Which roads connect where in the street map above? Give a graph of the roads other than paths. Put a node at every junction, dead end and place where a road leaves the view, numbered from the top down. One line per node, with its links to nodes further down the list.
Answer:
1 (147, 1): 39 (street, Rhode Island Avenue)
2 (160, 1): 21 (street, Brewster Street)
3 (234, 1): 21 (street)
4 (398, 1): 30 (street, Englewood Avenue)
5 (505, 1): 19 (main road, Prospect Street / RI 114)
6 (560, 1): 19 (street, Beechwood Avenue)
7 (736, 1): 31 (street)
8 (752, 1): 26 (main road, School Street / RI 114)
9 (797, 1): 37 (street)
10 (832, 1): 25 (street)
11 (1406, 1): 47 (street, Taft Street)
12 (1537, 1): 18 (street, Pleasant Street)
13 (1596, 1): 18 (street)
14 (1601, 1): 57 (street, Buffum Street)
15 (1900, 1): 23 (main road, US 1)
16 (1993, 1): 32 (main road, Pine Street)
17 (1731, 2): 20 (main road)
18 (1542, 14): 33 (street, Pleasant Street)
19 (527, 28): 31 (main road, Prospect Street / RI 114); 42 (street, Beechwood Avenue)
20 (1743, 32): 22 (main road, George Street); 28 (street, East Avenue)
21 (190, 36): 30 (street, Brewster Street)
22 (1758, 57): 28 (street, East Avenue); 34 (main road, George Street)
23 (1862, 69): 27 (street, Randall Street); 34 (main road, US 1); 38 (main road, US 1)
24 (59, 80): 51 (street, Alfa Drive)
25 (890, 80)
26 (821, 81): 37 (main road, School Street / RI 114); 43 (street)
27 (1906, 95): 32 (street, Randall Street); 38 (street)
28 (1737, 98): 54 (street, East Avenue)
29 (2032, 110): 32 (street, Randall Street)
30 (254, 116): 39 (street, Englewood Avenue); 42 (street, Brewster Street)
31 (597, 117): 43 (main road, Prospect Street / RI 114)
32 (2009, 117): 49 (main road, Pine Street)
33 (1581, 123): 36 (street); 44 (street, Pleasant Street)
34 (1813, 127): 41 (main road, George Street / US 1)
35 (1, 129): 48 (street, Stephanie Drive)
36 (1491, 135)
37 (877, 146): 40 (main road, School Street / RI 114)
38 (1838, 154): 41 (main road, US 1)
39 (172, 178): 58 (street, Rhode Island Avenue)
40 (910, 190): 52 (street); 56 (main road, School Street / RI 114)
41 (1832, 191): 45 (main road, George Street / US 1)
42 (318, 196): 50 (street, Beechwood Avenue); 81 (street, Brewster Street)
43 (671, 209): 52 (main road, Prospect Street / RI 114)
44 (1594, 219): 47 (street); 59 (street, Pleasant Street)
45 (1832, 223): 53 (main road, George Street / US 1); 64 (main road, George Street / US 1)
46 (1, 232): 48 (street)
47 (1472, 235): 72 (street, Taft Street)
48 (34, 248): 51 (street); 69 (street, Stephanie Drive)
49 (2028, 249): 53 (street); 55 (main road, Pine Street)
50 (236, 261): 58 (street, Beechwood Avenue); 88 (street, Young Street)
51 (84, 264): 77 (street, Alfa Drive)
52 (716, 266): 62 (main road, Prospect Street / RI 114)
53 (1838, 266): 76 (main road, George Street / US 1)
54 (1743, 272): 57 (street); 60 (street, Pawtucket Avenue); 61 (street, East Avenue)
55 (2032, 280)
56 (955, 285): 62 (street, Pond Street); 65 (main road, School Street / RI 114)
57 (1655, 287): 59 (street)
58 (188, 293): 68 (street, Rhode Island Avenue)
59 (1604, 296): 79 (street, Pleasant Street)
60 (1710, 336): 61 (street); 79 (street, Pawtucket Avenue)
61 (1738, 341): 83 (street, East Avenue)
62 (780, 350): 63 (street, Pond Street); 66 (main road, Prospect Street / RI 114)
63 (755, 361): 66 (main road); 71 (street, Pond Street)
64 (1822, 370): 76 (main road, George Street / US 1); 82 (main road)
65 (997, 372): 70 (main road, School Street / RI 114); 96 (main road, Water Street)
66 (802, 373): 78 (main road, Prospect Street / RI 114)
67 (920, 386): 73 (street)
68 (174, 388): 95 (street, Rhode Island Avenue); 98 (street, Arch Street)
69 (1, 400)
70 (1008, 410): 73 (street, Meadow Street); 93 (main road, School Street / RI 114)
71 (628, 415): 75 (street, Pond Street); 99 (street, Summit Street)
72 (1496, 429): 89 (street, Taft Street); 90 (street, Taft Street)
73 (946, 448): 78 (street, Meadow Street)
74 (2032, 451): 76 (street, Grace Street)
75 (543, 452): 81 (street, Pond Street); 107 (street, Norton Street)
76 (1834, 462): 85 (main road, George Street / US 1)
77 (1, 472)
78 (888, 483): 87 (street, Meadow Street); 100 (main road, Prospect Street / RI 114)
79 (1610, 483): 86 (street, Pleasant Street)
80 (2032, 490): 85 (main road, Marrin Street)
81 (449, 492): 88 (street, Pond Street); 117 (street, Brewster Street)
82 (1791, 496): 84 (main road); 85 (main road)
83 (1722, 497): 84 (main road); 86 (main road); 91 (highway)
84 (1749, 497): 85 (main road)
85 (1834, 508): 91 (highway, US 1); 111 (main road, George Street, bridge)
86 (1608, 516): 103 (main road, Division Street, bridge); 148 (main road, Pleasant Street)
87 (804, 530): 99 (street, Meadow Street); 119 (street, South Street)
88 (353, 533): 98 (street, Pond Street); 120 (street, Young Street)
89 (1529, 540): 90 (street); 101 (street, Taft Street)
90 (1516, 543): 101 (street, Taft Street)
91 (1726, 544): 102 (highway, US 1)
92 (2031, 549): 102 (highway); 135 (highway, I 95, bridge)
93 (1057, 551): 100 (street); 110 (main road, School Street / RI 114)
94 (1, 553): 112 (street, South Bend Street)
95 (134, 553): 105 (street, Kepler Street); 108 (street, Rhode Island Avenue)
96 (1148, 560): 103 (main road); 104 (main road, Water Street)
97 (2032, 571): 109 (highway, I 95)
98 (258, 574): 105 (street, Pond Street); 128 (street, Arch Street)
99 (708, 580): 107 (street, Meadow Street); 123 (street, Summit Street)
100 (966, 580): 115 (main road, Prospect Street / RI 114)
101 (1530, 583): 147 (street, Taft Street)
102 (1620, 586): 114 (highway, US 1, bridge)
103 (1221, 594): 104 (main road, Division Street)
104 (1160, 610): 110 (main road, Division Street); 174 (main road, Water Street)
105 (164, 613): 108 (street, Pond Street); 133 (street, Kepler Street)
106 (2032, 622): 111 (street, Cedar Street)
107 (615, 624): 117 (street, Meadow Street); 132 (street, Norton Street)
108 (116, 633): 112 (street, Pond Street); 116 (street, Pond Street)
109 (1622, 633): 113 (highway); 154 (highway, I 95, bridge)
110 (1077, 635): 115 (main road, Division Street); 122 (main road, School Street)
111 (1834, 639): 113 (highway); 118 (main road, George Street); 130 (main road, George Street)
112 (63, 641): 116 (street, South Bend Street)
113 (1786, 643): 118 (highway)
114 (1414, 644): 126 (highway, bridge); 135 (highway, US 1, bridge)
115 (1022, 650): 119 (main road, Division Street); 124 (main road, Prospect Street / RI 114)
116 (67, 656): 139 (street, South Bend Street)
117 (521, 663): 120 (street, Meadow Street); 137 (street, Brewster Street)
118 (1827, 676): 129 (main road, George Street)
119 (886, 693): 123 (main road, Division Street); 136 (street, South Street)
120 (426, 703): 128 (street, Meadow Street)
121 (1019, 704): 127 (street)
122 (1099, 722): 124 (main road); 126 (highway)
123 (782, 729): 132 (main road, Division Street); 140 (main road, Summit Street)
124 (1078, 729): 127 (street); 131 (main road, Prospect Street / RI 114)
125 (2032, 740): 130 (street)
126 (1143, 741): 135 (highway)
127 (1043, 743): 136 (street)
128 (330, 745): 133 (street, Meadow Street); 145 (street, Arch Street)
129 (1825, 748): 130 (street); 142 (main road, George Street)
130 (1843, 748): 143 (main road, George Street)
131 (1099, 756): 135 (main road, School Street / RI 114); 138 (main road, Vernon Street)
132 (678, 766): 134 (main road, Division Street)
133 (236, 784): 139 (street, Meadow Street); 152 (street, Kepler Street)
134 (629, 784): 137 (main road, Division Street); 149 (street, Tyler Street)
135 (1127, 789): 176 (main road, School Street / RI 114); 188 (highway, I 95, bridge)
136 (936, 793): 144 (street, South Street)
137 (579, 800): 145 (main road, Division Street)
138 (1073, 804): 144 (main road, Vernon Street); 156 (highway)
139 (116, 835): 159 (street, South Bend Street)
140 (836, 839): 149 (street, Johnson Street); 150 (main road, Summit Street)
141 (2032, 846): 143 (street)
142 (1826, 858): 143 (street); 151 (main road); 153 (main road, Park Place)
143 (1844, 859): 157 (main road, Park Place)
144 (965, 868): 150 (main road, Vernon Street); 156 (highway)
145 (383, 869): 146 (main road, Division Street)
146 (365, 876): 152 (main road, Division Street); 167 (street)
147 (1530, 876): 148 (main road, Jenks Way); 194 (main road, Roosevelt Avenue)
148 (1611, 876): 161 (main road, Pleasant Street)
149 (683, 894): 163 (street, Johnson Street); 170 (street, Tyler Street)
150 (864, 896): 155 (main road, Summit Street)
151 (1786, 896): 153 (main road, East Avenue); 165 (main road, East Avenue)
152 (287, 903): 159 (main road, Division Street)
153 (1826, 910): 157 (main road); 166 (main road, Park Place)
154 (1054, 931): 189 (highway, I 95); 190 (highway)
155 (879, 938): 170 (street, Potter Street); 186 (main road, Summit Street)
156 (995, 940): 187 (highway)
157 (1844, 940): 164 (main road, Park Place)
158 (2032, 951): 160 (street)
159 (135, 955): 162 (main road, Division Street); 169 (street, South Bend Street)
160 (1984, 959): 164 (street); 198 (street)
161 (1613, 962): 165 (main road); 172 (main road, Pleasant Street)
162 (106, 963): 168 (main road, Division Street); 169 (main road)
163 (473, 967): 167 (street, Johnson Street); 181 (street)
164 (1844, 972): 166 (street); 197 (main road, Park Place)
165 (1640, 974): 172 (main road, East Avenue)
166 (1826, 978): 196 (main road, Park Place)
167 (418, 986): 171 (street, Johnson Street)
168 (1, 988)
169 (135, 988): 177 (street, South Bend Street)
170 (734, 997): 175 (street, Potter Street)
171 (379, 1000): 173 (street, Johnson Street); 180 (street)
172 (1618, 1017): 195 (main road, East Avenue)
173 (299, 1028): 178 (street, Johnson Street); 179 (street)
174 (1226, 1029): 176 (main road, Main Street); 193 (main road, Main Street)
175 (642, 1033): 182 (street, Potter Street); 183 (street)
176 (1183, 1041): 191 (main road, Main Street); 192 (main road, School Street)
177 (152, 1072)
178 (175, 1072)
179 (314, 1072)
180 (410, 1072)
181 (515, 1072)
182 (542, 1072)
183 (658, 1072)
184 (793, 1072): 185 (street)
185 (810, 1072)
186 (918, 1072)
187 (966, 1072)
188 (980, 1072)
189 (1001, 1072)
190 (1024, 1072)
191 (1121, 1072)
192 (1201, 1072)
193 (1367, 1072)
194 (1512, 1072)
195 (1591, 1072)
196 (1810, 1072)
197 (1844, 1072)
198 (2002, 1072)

==

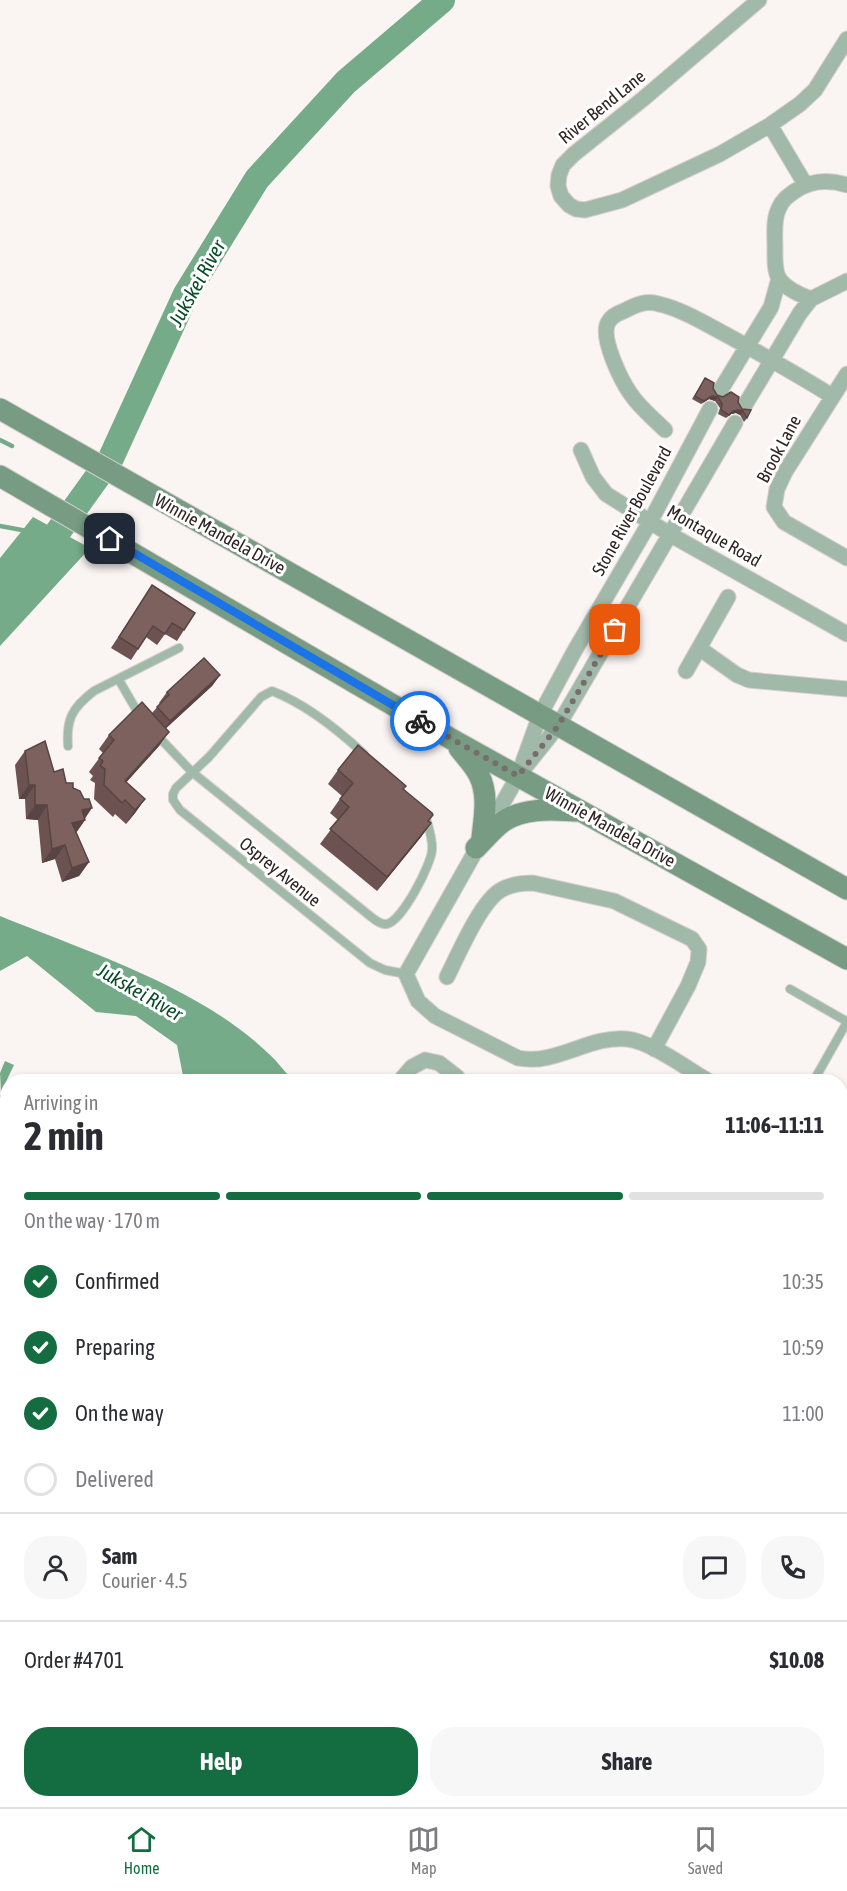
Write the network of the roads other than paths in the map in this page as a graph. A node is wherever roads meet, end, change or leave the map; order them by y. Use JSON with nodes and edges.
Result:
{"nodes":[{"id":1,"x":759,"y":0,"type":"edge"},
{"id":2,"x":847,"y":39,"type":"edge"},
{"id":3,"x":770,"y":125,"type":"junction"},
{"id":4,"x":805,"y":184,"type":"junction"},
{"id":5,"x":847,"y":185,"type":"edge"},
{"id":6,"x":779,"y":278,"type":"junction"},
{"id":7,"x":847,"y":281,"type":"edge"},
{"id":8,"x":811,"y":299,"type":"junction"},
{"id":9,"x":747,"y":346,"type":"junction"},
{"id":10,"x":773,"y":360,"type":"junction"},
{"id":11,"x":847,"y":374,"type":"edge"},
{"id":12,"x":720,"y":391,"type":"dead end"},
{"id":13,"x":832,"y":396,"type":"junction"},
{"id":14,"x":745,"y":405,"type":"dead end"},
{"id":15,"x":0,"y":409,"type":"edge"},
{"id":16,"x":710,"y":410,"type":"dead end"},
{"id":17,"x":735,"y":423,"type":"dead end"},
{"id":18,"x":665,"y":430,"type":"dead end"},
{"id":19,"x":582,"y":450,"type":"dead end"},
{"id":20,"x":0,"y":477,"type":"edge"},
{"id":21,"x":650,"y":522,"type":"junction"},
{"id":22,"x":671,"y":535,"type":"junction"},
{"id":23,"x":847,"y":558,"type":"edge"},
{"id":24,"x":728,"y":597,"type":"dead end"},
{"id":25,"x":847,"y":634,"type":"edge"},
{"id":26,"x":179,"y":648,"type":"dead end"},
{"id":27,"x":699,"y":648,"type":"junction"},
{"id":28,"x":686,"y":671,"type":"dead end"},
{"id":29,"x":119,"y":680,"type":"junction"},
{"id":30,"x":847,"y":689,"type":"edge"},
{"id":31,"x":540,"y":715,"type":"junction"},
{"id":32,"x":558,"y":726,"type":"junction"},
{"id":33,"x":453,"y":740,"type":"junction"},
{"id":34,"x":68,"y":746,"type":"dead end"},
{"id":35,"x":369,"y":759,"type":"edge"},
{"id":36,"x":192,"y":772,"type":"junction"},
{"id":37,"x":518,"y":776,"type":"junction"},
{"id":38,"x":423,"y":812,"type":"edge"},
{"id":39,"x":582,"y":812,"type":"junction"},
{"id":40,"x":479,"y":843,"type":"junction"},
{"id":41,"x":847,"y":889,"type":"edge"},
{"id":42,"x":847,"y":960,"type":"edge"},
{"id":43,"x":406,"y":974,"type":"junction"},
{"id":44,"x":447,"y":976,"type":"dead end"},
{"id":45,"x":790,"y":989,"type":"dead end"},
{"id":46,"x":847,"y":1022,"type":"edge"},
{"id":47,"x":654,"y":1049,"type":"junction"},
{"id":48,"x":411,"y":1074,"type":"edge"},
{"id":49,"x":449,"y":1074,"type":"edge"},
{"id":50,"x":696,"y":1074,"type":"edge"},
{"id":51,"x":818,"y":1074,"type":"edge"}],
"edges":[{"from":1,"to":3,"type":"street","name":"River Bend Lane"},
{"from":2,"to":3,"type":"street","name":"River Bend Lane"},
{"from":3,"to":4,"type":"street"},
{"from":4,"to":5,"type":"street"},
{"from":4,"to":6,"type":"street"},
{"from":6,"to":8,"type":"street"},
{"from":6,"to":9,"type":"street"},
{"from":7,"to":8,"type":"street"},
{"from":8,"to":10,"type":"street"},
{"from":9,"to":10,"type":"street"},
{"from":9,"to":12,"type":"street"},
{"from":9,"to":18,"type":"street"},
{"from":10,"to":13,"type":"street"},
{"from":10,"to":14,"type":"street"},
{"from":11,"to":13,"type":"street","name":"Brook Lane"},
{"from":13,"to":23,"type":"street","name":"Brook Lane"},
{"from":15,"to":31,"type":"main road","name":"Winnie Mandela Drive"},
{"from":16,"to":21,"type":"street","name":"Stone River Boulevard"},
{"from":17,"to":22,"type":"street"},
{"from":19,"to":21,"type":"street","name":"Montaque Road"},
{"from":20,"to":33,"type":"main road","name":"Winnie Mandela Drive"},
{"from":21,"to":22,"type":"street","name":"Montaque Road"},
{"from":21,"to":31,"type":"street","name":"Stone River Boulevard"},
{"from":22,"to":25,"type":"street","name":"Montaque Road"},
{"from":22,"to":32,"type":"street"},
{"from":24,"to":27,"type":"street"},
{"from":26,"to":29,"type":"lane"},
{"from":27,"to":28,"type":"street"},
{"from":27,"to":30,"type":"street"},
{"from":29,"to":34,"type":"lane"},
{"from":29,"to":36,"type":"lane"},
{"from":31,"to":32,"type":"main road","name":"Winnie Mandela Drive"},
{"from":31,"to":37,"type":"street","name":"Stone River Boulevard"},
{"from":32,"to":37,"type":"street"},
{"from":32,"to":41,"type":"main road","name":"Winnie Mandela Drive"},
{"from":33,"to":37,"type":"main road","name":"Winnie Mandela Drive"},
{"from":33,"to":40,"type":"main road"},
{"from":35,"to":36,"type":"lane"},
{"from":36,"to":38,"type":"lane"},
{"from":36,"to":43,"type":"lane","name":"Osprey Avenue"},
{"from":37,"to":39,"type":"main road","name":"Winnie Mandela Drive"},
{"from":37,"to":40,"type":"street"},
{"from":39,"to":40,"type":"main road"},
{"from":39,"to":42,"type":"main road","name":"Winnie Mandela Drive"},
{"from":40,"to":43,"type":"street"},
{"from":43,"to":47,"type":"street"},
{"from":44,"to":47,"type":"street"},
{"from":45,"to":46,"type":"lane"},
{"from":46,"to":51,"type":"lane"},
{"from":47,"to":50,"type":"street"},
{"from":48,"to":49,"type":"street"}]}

---

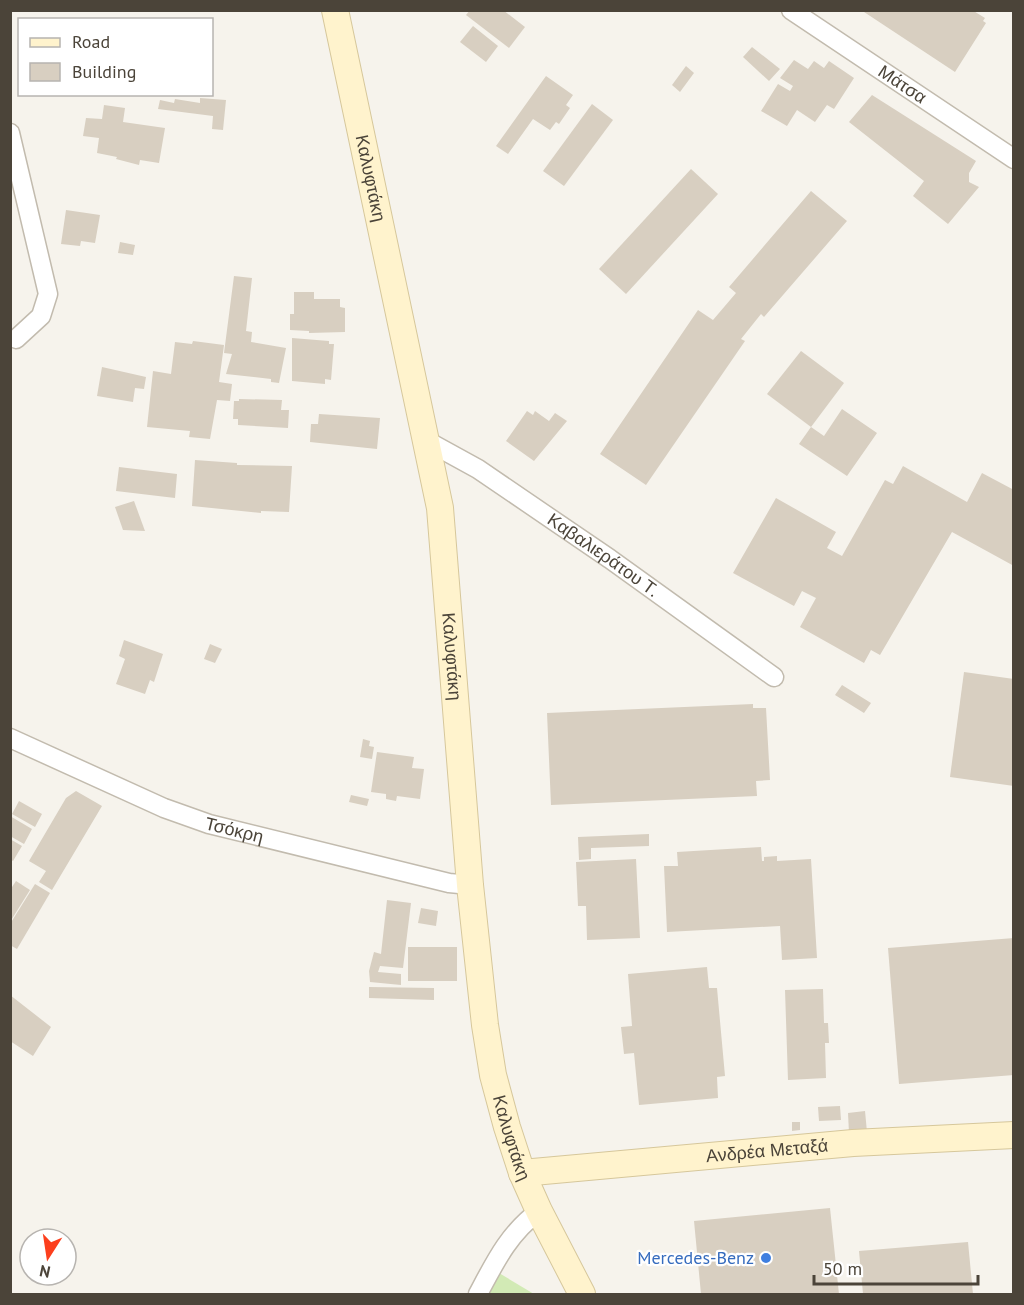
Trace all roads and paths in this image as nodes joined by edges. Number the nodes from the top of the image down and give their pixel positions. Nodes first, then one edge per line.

◆ Required work ◆
Search the data for the string "down" and copy every line where it appears.

◆ Answer box ◆
Which roads connect where in the street map above? Give a graph of the roads other than paths. Put a node at every junction, dead end and place where a road leaves the view, numbered from the top down. One line per node, with its links to nodes further down the list.
Trace all roads and paths in this image as nodes joined by edges. Number the nodes from the top of the image down and give their pixel positions. Nodes first, then one edge per line.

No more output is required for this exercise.